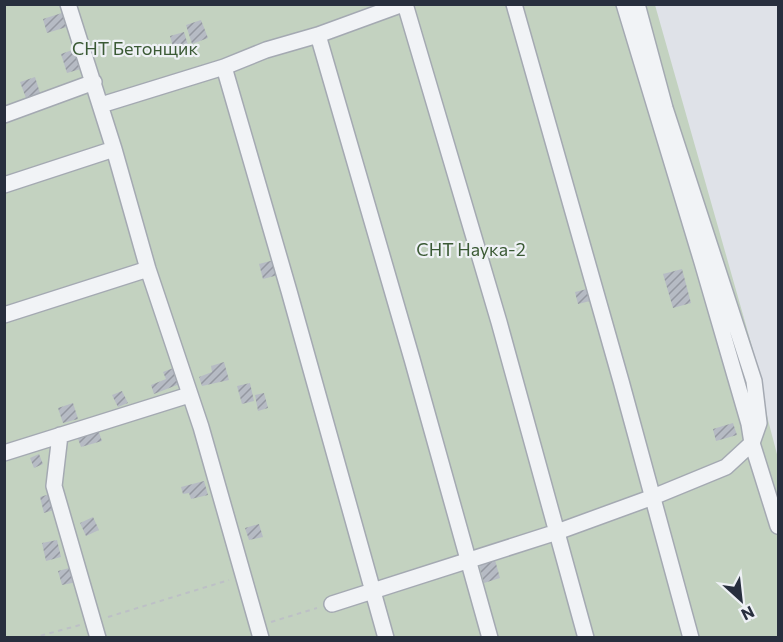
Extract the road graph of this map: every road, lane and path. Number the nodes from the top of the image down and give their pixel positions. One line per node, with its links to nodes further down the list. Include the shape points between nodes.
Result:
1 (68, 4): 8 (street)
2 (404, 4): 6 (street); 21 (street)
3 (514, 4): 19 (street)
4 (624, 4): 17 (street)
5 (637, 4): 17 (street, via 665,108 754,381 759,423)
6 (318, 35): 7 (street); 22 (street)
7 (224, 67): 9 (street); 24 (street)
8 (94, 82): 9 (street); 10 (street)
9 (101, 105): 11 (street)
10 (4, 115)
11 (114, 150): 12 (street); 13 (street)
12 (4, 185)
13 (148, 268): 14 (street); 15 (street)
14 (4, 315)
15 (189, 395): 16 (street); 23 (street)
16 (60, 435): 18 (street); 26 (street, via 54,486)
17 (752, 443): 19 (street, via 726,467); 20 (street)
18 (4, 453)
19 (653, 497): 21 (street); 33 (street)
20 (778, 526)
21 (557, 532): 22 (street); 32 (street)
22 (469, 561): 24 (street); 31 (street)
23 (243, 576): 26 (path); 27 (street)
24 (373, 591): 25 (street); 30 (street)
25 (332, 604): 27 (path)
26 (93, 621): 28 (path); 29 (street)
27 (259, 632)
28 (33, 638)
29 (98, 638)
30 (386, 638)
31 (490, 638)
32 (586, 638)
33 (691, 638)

▸ PROBLEM DESCRIPTION
Every entry must be written out exactly, with all pictures left out.

▸ RESPONSE TO THIS EXERCISE
Extract the road graph of this map: every road, lane and path. Number the nodes from the top of the image down and give their pixel positions. One line per node, with its links to nodes further down the list. Include the shape points between nodes.
Result:
1 (68, 4): 8 (street)
2 (404, 4): 6 (street); 21 (street)
3 (514, 4): 19 (street)
4 (624, 4): 17 (street)
5 (637, 4): 17 (street, via 665,108 754,381 759,423)
6 (318, 35): 7 (street); 22 (street)
7 (224, 67): 9 (street); 24 (street)
8 (94, 82): 9 (street); 10 (street)
9 (101, 105): 11 (street)
10 (4, 115)
11 (114, 150): 12 (street); 13 (street)
12 (4, 185)
13 (148, 268): 14 (street); 15 (street)
14 (4, 315)
15 (189, 395): 16 (street); 23 (street)
16 (60, 435): 18 (street); 26 (street, via 54,486)
17 (752, 443): 19 (street, via 726,467); 20 (street)
18 (4, 453)
19 (653, 497): 21 (street); 33 (street)
20 (778, 526)
21 (557, 532): 22 (street); 32 (street)
22 (469, 561): 24 (street); 31 (street)
23 (243, 576): 26 (path); 27 (street)
24 (373, 591): 25 (street); 30 (street)
25 (332, 604): 27 (path)
26 (93, 621): 28 (path); 29 (street)
27 (259, 632)
28 (33, 638)
29 (98, 638)
30 (386, 638)
31 (490, 638)
32 (586, 638)
33 (691, 638)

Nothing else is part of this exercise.